- _Work order_: The reply should consist of every entry, repeated exactly.

Entries taken from a collection
********
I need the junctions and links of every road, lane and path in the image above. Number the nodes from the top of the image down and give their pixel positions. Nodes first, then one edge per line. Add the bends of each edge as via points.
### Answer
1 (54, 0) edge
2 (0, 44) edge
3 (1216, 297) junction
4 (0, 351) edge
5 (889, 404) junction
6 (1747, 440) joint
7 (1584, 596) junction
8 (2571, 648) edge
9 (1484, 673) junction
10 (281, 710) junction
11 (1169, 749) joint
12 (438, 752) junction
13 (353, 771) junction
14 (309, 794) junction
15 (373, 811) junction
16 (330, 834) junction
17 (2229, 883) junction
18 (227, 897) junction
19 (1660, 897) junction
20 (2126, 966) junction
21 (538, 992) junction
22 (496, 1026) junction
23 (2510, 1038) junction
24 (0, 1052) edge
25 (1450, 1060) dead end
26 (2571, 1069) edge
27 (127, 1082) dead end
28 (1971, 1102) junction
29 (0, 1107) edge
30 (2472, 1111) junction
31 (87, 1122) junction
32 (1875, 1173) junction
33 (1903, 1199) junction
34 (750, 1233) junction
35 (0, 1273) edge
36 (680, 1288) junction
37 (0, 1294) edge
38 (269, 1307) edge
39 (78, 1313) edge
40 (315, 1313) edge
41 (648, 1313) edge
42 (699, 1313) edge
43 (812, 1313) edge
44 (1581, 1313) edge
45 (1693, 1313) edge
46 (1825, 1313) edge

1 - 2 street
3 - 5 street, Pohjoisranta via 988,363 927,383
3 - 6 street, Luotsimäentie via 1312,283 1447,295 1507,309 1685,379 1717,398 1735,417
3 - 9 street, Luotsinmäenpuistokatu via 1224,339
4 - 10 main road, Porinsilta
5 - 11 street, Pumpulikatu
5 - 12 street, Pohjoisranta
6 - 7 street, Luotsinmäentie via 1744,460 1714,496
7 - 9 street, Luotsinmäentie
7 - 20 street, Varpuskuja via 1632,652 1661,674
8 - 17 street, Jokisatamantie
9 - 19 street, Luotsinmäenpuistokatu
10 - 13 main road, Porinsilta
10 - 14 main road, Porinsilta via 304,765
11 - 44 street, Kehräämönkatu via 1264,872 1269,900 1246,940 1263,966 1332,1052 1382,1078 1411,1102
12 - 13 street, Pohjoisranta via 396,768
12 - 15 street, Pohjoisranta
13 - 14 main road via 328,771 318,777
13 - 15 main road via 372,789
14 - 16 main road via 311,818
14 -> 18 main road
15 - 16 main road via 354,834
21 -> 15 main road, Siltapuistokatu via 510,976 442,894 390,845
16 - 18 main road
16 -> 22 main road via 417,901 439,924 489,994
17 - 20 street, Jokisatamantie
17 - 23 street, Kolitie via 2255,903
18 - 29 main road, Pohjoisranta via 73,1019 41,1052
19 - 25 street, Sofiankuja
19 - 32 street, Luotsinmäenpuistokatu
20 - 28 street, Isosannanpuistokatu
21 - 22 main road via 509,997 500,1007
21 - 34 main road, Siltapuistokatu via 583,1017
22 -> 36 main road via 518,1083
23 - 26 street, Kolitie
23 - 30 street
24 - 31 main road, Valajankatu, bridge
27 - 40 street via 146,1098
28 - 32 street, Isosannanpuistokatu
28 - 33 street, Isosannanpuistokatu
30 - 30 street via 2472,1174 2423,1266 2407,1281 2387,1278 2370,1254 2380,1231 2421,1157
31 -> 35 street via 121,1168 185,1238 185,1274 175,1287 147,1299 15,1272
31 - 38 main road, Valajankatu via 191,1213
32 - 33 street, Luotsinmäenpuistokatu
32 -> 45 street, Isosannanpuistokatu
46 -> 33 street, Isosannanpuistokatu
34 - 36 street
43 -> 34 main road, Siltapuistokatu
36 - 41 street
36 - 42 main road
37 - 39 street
********
- _Reply to the task_:
I need the junctions and links of every road, lane and path in the image above. Number the nodes from the top of the image down and give their pixel positions. Nodes first, then one edge per line. Add the bends of each edge as via points.
### Answer
1 (54, 0) edge
2 (0, 44) edge
3 (1216, 297) junction
4 (0, 351) edge
5 (889, 404) junction
6 (1747, 440) joint
7 (1584, 596) junction
8 (2571, 648) edge
9 (1484, 673) junction
10 (281, 710) junction
11 (1169, 749) joint
12 (438, 752) junction
13 (353, 771) junction
14 (309, 794) junction
15 (373, 811) junction
16 (330, 834) junction
17 (2229, 883) junction
18 (227, 897) junction
19 (1660, 897) junction
20 (2126, 966) junction
21 (538, 992) junction
22 (496, 1026) junction
23 (2510, 1038) junction
24 (0, 1052) edge
25 (1450, 1060) dead end
26 (2571, 1069) edge
27 (127, 1082) dead end
28 (1971, 1102) junction
29 (0, 1107) edge
30 (2472, 1111) junction
31 (87, 1122) junction
32 (1875, 1173) junction
33 (1903, 1199) junction
34 (750, 1233) junction
35 (0, 1273) edge
36 (680, 1288) junction
37 (0, 1294) edge
38 (269, 1307) edge
39 (78, 1313) edge
40 (315, 1313) edge
41 (648, 1313) edge
42 (699, 1313) edge
43 (812, 1313) edge
44 (1581, 1313) edge
45 (1693, 1313) edge
46 (1825, 1313) edge

1 - 2 street
3 - 5 street, Pohjoisranta via 988,363 927,383
3 - 6 street, Luotsimäentie via 1312,283 1447,295 1507,309 1685,379 1717,398 1735,417
3 - 9 street, Luotsinmäenpuistokatu via 1224,339
4 - 10 main road, Porinsilta
5 - 11 street, Pumpulikatu
5 - 12 street, Pohjoisranta
6 - 7 street, Luotsinmäentie via 1744,460 1714,496
7 - 9 street, Luotsinmäentie
7 - 20 street, Varpuskuja via 1632,652 1661,674
8 - 17 street, Jokisatamantie
9 - 19 street, Luotsinmäenpuistokatu
10 - 13 main road, Porinsilta
10 - 14 main road, Porinsilta via 304,765
11 - 44 street, Kehräämönkatu via 1264,872 1269,900 1246,940 1263,966 1332,1052 1382,1078 1411,1102
12 - 13 street, Pohjoisranta via 396,768
12 - 15 street, Pohjoisranta
13 - 14 main road via 328,771 318,777
13 - 15 main road via 372,789
14 - 16 main road via 311,818
14 -> 18 main road
15 - 16 main road via 354,834
21 -> 15 main road, Siltapuistokatu via 510,976 442,894 390,845
16 - 18 main road
16 -> 22 main road via 417,901 439,924 489,994
17 - 20 street, Jokisatamantie
17 - 23 street, Kolitie via 2255,903
18 - 29 main road, Pohjoisranta via 73,1019 41,1052
19 - 25 street, Sofiankuja
19 - 32 street, Luotsinmäenpuistokatu
20 - 28 street, Isosannanpuistokatu
21 - 22 main road via 509,997 500,1007
21 - 34 main road, Siltapuistokatu via 583,1017
22 -> 36 main road via 518,1083
23 - 26 street, Kolitie
23 - 30 street
24 - 31 main road, Valajankatu, bridge
27 - 40 street via 146,1098
28 - 32 street, Isosannanpuistokatu
28 - 33 street, Isosannanpuistokatu
30 - 30 street via 2472,1174 2423,1266 2407,1281 2387,1278 2370,1254 2380,1231 2421,1157
31 -> 35 street via 121,1168 185,1238 185,1274 175,1287 147,1299 15,1272
31 - 38 main road, Valajankatu via 191,1213
32 - 33 street, Luotsinmäenpuistokatu
32 -> 45 street, Isosannanpuistokatu
46 -> 33 street, Isosannanpuistokatu
34 - 36 street
43 -> 34 main road, Siltapuistokatu
36 - 41 street
36 - 42 main road
37 - 39 street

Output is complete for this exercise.